Danach sollen die Standorte Kiel, Hamburg und Emden zu "Kompetenzzentren mit klar definierter Produktverantwortung" entwickelt werden. "Dies ist die Voraussetzung für eine nachhaltige Standortsicherung und eine ausgewogene Entwicklungsalternative", sagte Olaf Berlien, Vorstandschef von TK Technologies. Während Kiel sich auf den U-Boot-Bau spezialisieren soll, konzentriert sich Blohm+Voss in Hamburg auf Überwasser-Marineschiffe, Megayachten und Reparaturen.

Die Nordseewerke in Emden verlieren den U-Boot-Bau und liefern künftig nur noch Überwasser-Marine- und Handelsschiffe. Völlig offen ist, was diese Weichenstellung für die Zahl der Arbeitsplätze an den einzelnen Standorten bedeutet. "Es gibt noch keine Kapazitäts- und Personalplanung", sagte eine Sprecherin von TK Technologies den Kieler Nachrichten. Am Überwasserschiffbau in Kiel hängen rund 800 der insgesamt 3050 Arbeitsplätze, bei den Nordseewerken sind rund 1500 Mitarbeiter beschäftigt, davon 900 in der Fertigung. Blohm+Voss in Hamburg kommt auf knapp 1100 Beschäftigte im Neubau plus 460 im Reparaturbereich.

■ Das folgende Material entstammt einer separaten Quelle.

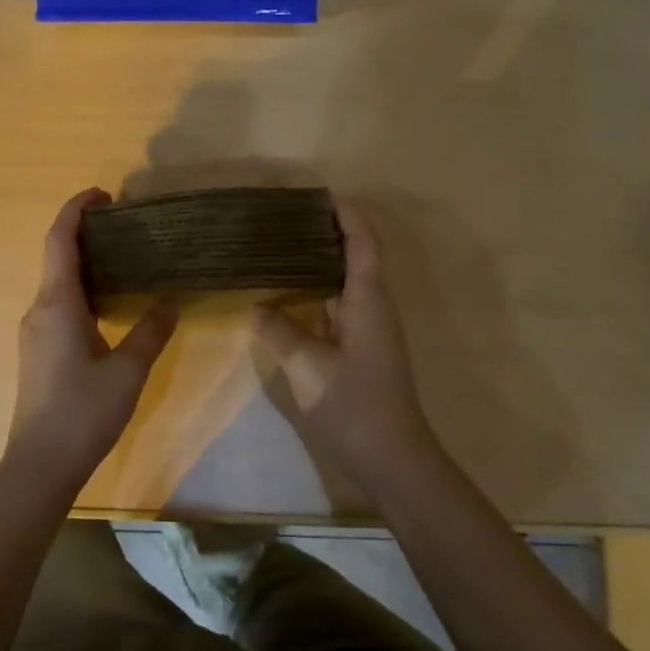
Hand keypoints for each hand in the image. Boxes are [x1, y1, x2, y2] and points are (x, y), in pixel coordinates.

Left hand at [6, 188, 178, 491]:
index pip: (60, 240)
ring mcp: (35, 332)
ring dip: (85, 262)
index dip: (76, 209)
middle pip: (57, 256)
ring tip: (124, 257)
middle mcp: (39, 310)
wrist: (40, 464)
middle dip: (85, 232)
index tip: (103, 193)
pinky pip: (59, 304)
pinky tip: (109, 301)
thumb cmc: (83, 413)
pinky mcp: (38, 351)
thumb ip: (151, 331)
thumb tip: (171, 300)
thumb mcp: (128, 370)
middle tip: (126, 225)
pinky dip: (82, 288)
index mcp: (56, 304)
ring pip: (58, 282)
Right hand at [253, 198, 439, 481]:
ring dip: (321, 264)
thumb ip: (280, 331)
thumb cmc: (353, 403)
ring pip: (346, 284)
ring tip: (282, 250)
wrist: (392, 456)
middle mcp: (373, 307)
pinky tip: (291, 297)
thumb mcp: (307, 365)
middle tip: (287, 220)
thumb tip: (257, 307)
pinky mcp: (363, 350)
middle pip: (355, 257)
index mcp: (367, 300)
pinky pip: (340, 307)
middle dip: (328, 233)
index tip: (321, 194)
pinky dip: (318, 294)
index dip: (346, 215)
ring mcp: (370, 330)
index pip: (362, 242)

Mit dem Umbau von HDW zu einer reinen U-Boot-Werft will sich die Landesregierung allerdings nicht abfinden: "Wir halten es nach wie vor für notwendig, neben dem U-Boot-Bau auch den Bau von Überwasserschiffen in Kiel zu ermöglichen", sagte Ministerpräsidentin Heide Simonis. Auch die IG Metall Küste kritisierte die geplante Arbeitsteilung: "Eine nicht-staatliche Werft kann mit rein militärischem Schiffbau nicht überleben." Der Kieler Bundestagsabgeordnete Hans-Peter Bartels (SPD) bezeichnete den Überwasserschiffbau bei HDW als "Geschäftsgrundlage" für das Vorziehen des Marine-Auftrages zum Bau von vier Fregatten des Typs F 125. "Da kann HDW nicht draußen vor bleiben." Kiels Oberbürgermeisterin Angelika Volquartz hingegen begrüßte die Pläne: "Die Konzentration des U-Bootbaues in Kiel wird den Standort und das Unternehmen mittel- und langfristig stärken."

Von Ulrich Metschies


Naja, von unserer dämlichen Bürgermeisterin haben wir kaum was anderes erwartet. Es sieht aber ernst aus.

In besseren Zeiten hätten die Arbeiter der verschieden Werften einfach die Arbeit niedergelegt um diese Pläne zu stoppen. Die Gewerkschaften haben aber jahrelang das beschissene Standort-Argument hochgehalten (nichts weiter als offene Konkurenz  gegen Kollegen anderer Orte) und so steht jeder für sich da. Und jetzt gibt es die Drohung der Arbeitslosigkeit bei gleichzeitiger Verarmung der Erwerbslosen. Sollen sich jetzt kieler Werftarbeiter darüber freuen, wenn anderswo in der Welt einfache Menschen für Wirtschaftsinteressen aufeinander gehetzt werden, weil das ja gut für den eigenen Arbeitsplatz ist?
Arbeitsscheu und chronisch schlecht gelaunt!